Размышляя об этом, Василь Федорович одновременно чувствовал, что на него давит что-то, мешает думать о том конкретном, что он видел и что должен был решать безотлагательно. Конечно, он слегка обманывал себя, хорошо зная, что ему мешало, и только делал вид, будто не знает. Мешала ему запланированная на вторую половину дня встреча с агрономом Лидией Куценко, Лидочкой, как называл ее мысленно. Прежде всего его беспокоило — какой из нее агроном? Не придется ли ему и здесь идти против? Кроме того, у них сейчас нет главного агронома. Прежний ушел на пенсию и переехал к детям в Чернигов. Куриленко советует утвердить главным Лиду.
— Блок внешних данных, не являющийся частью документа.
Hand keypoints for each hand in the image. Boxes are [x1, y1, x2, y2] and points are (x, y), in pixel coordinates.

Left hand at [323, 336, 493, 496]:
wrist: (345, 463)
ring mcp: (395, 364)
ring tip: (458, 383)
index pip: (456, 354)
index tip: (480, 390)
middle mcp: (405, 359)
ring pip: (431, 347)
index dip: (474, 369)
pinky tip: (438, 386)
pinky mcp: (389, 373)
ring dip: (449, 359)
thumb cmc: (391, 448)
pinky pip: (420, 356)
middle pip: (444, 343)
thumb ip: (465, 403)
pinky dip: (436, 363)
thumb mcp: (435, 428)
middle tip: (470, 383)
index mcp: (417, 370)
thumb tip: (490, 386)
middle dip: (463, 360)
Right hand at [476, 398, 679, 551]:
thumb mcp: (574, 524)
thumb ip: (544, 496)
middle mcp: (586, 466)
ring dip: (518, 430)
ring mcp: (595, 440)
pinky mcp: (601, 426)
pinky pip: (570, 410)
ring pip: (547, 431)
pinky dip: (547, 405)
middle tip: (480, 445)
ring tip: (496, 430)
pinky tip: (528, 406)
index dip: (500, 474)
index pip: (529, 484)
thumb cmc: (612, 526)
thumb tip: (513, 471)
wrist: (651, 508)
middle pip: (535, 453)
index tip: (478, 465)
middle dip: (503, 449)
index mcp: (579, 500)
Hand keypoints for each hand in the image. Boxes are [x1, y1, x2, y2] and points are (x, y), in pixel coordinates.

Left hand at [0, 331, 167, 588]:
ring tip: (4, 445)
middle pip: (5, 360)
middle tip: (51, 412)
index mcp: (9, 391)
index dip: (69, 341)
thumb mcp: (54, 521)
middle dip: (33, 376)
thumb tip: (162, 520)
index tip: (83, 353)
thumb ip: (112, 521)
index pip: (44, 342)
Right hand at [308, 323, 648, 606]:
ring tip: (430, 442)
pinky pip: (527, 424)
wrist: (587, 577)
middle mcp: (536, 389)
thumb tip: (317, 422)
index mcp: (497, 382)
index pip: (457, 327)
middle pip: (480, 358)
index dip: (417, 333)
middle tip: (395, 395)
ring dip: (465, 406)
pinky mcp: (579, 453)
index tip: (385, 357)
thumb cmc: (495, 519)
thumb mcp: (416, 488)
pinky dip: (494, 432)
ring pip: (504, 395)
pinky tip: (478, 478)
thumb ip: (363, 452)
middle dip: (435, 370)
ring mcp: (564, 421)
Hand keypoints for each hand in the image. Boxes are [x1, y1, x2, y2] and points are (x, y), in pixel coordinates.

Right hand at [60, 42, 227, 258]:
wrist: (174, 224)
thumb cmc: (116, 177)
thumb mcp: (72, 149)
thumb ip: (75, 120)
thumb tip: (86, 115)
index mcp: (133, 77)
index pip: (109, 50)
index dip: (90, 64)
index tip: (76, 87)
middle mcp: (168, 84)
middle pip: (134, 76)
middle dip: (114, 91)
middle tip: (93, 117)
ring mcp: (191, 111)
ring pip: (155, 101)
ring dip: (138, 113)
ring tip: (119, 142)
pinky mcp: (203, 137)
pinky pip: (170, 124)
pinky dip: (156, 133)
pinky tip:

Но советует как-то так, что нельзя понять: то ли по обязанности, то ли из симпатии, то ли из настоящего уважения к Лиде как к специалисту. Сегодня он должен решить и это. А между тем улавливал в Лидином поведении что-то, вынуждающее его держаться настороже и одновременно слегка тревожиться.
С Лидой они встретились только под вечер в агрономическом кабинете. Он сразу же попросил карты грунтов и посевов, разложил на широком столе у окна. Лида села рядом. Была она в красной юбке, красный свитер по-молодому облегал ее тонкий стан, от нее пахло хорошими духами, и это опять-таки тревожило и раздражало Василя Федоровича. «И чего она явилась сюда? И чего написала на совещании записку? — не мог удержаться он от прямых вопросов себе. — Ведь так не бывает, чтобы помнила все эти годы… Конечно, она приехала в родные края — куда ей еще деваться…»
Положил себе держаться одной колеи — деловой, сугубо официальной, хотя невольно сбивался на наивную мысль: неужто это та самая Лидочка, которая бросала когда-то в него камешки и потом спрыгнула с подоконника в его объятия? Нет, это совсем другая женщина, не имеющая ничего общего с той девочкой.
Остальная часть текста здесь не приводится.